REQUIRED WORK: Print the entries underneath word for word, omitting whatever pictures they contain.

Entries taken from a collection
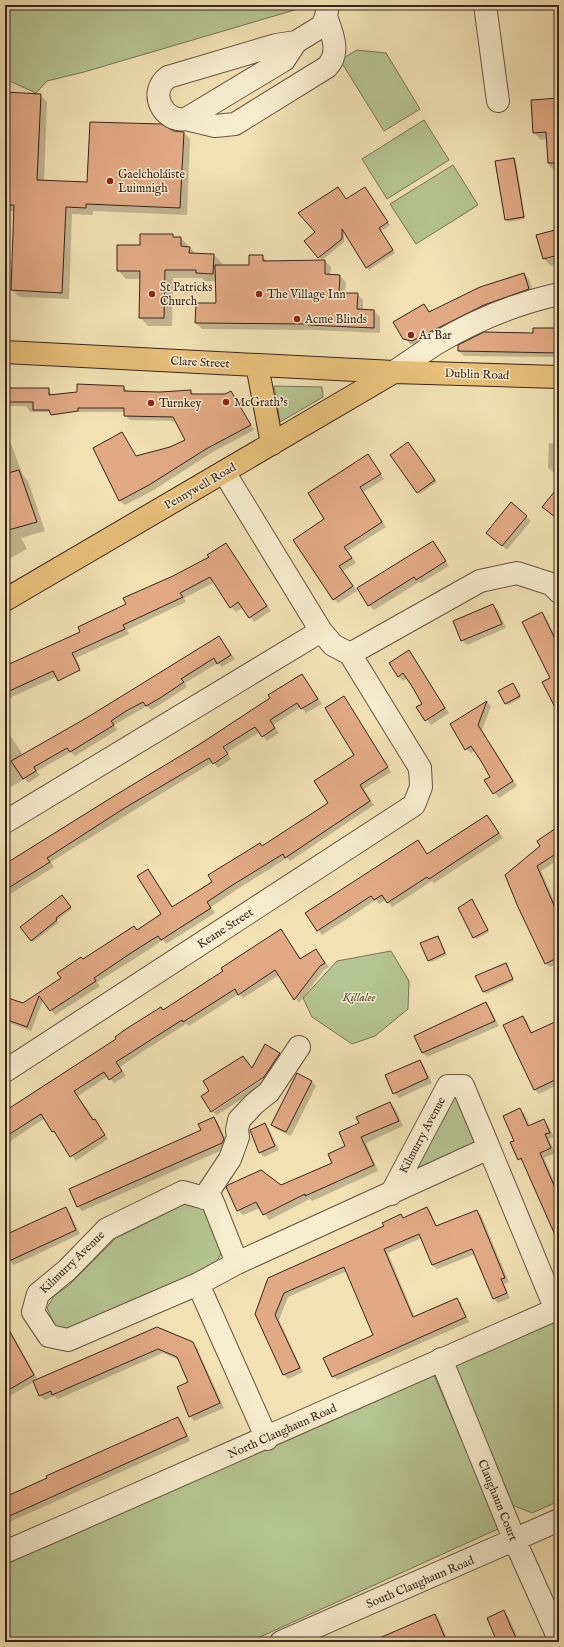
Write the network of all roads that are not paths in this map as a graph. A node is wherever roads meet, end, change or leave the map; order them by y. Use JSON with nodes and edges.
{"nodes":[{"id":1,"x":485,"y":5,"type":"edge"},
{"id":2,"x":327,"y":11,"type":"edge"},
{"id":3,"x":296,"y":42,"type":"junction"},
{"id":4,"x":498,"y":101,"type":"dead end"},
{"id":5,"x":186,"y":119,"type":"junction"},
{"id":6,"x":559,"y":294,"type":"edge"},
{"id":7,"x":5,"y":352,"type":"edge"},
{"id":8,"x":256,"y":365,"type":"junction"},
{"id":9,"x":394,"y":372,"type":"junction"},
{"id":10,"x":559,"y":377,"type":"edge"},
{"id":11,"x":272,"y":444,"type":"junction"},
{"id":12,"x":224,"y":472,"type":"junction"},
{"id":13,"x":559,"y":592,"type":"edge"},
{"id":14,"x":5,"y":600,"type":"edge"},
{"id":15,"x":321,"y":631,"type":"junction"},
{"id":16,"x":350,"y":654,"type":"junction"},
{"id":17,"x":5,"y":822,"type":"edge"},
{"id":18,"x":299,"y":1047,"type":"dead end"},
{"id":19,"x":5,"y":1071,"type":"edge"},
{"id":20,"x":490,"y":1148,"type":"junction"},
{"id":21,"x":391,"y":1194,"type":"junction"},
{"id":22,"x":204,"y":1198,"type":"junction"},
{"id":23,"x":237,"y":1263,"type":"junction"},
{"id":24,"x":198,"y":1284,"type":"junction"},
{"id":25,"x":557,"y":1309,"type":"edge"},
{"id":26,"x":441,"y":1359,"type":"junction"},
{"id":27,"x":267,"y":1438,"type":"junction"},
{"id":28,"x":559,"y":1520,"type":"edge"},
{"id":29,"x":515,"y":1540,"type":"junction"},
{"id":30,"x":5,"y":1552,"type":"edge"},
{"id":31,"x":559,"y":1639,"type":"edge"},
{"id":32,"x":281,"y":1642,"type":"edge"}],
"edges":[{"from":1,"to":4,"type":"street"},
{"from":2,"to":3,"type":"street"},
{"from":2,"to":5,"type":"street"},
{"from":3,"to":5,"type":"street"},
{"from":3,"to":5,"type":"street"},
{"from":6,"to":9,"type":"street"},
{"from":7,"to":8,"type":"main road","name":"Clare Street"},
{"from":8,"to":9,"type":"main road","name":"Clare Street"},
{"from":8,"to":11,"type":"main road"},
{"from":9,"to":10,"type":"main road","name":"Dublin Road"},
{"from":9,"to":11,"type":"main road","name":"Pennywell Road"},
{"from":11,"to":12,"type":"main road","name":"Pennywell Road"},
{"from":12,"to":14,"type":"main road","name":"Pennywell Road"},
{"from":12,"to":15,"type":"street"},
{"from":13,"to":16,"type":"street"},
{"from":15,"to":16,"type":"street"},
{"from":15,"to":17,"type":"street"},
{"from":16,"to":19,"type":"street","name":"Keane Street"},
{"from":18,"to":22,"type":"street"},
{"from":20,"to":21,"type":"street","name":"Kilmurry Avenue"},
{"from":20,"to":21,"type":"street","name":"Kilmurry Avenue"},
{"from":20,"to":25,"type":"street","name":"Kilmurry Avenue"},
{"from":21,"to":23,"type":"street","name":"Kilmurry Avenue"},
{"from":22,"to":23,"type":"street"},
{"from":22,"to":24,"type":"street","name":"Kilmurry Avenue"},
{"from":23,"to":24,"type":"street","name":"Kilmurry Avenue"},
{"from":24,"to":27,"type":"street"},
{"from":25,"to":26,"type":"street","name":"North Claughaun Road"},
{"from":26,"to":27,"type":"street","name":"North Claughaun Road"},
{"from":26,"to":29,"type":"street","name":"Claughaun Court"},
{"from":27,"to":30,"type":"street","name":"North Claughaun Road"},
{"from":28,"to":29,"type":"street","name":"South Claughaun Road"},
{"from":29,"to":31,"type":"street","name":"Claughaun Court"},
{"from":29,"to":32,"type":"street","name":"South Claughaun Road"}]}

FINAL ANSWER:
Write the network of all roads that are not paths in this map as a graph. A node is wherever roads meet, end, change or leave the map; order them by y. Use JSON with nodes and edges.
{"nodes":[{"id":1,"x":485,"y":5,"type":"edge"},
{"id":2,"x":327,"y":11,"type":"edge"},
{"id":3,"x":296,"y":42,"type":"junction"},
{"id":4,"x":498,"y":101,"type":"dead end"},
{"id":5,"x":186,"y":119,"type":"junction"},
{"id":6,"x":559,"y":294,"type":"edge"},
{"id":7,"x":5,"y":352,"type":"edge"},
{"id":8,"x":256,"y":365,"type":"junction"},
{"id":9,"x":394,"y":372,"type":"junction"},
{"id":10,"x":559,"y":377,"type":"edge"},
{"id":11,"x":272,"y":444,"type":"junction"},
{"id":12,"x":224,"y":472,"type":"junction"},
{"id":13,"x":559,"y":592,"type":"edge"},
{"id":14,"x":5,"y":600,"type":"edge"},
{"id":15,"x":321,"y":631,"type":"junction"},
{"id":16,"x":350,"y":654,"type":"junction"},
{"id":17,"x":5,"y":822,"type":"edge"},
{"id":18,"x":299,"y":1047,"type":"dead end"},
{"id":19,"x":5,"y":1071,"type":"edge"},
{"id":20,"x":490,"y":1148,"type":"junction"},
{"id":21,"x":391,"y":1194,"type":"junction"},
{"id":22,"x":204,"y":1198,"type":"junction"},
{"id":23,"x":237,"y":1263,"type":"junction"},
{"id":24,"x":198,"y":1284,"type":"junction"},
{"id":25,"x":557,"y":1309,"type":"edge"},
{"id":26,"x":441,"y":1359,"type":"junction"},
{"id":27,"x":267,"y":1438,"type":"junction"},
{"id":28,"x":559,"y":1520,"type":"edge"},
{"id":29,"x":515,"y":1540,"type":"junction"},
{"id":30,"x":5,"y":1552,"type":"edge"},
{"id":31,"x":559,"y":1639,"type":"edge"},
{"id":32,"x":281,"y":1642,"type":"edge"}],
"edges":[{"from":1,"to":4,"type":"street"},
{"from":2,"to":3,"type":"street"},
{"from":2,"to":5,"type":"street"},
{"from":3,"to":5,"type":"street"},
{"from":3,"to":5,"type":"street"},
{"from":6,"to":9,"type":"street"},
{"from":7,"to":8,"type":"main road","name":"Clare Street"},
{"from":8,"to":9,"type":"main road","name":"Clare Street"},
{"from":8,"to":11,"type":"main road"},
{"from":9,"to":10,"type":"main road","name":"Dublin Road"},
{"from":9,"to":11,"type":"main road","name":"Pennywell Road"},
{"from":11,"to":12,"type":"main road","name":"Pennywell Road"},
{"from":12,"to":14,"type":"main road","name":"Pennywell Road"},
{"from":12,"to":15,"type":"street"},
{"from":13,"to":16,"type":"street"},
{"from":15,"to":16,"type":"street"},
{"from":15,"to":17,"type":"street"},
{"from":16,"to":19,"type":"street","name":"Keane Street"},
{"from":18,"to":22,"type":"street"},
{"from":20,"to":21,"type":"street","name":"Kilmurry Avenue"},
{"from":20,"to":21,"type":"street","name":"Kilmurry Avenue"},
{"from":20,"to":25,"type":"street","name":"Kilmurry Avenue"},
{"from":21,"to":23,"type":"street","name":"Kilmurry Avenue"},
{"from":22,"to":23,"type":"street"},
{"from":22,"to":24,"type":"street","name":"Kilmurry Avenue"},
{"from":23,"to":24,"type":"street","name":"Kilmurry Avenue"},
{"from":24,"to":27,"type":"street"},
{"from":25,"to":26,"type":"street","name":"North Claughaun Road"},
{"from":26,"to":27,"type":"street","name":"North Claughaun Road"},
{"from":26,"to":29,"type":"street","name":"Claughaun Court"},
{"from":27,"to":30,"type":"street","name":"North Claughaun Road"},
{"from":28,"to":29,"type":"street","name":"South Claughaun Road"},
{"from":29,"to":31,"type":"street","name":"Claughaun Court"},
{"from":29,"to":32,"type":"street","name":"South Claughaun Road"}]}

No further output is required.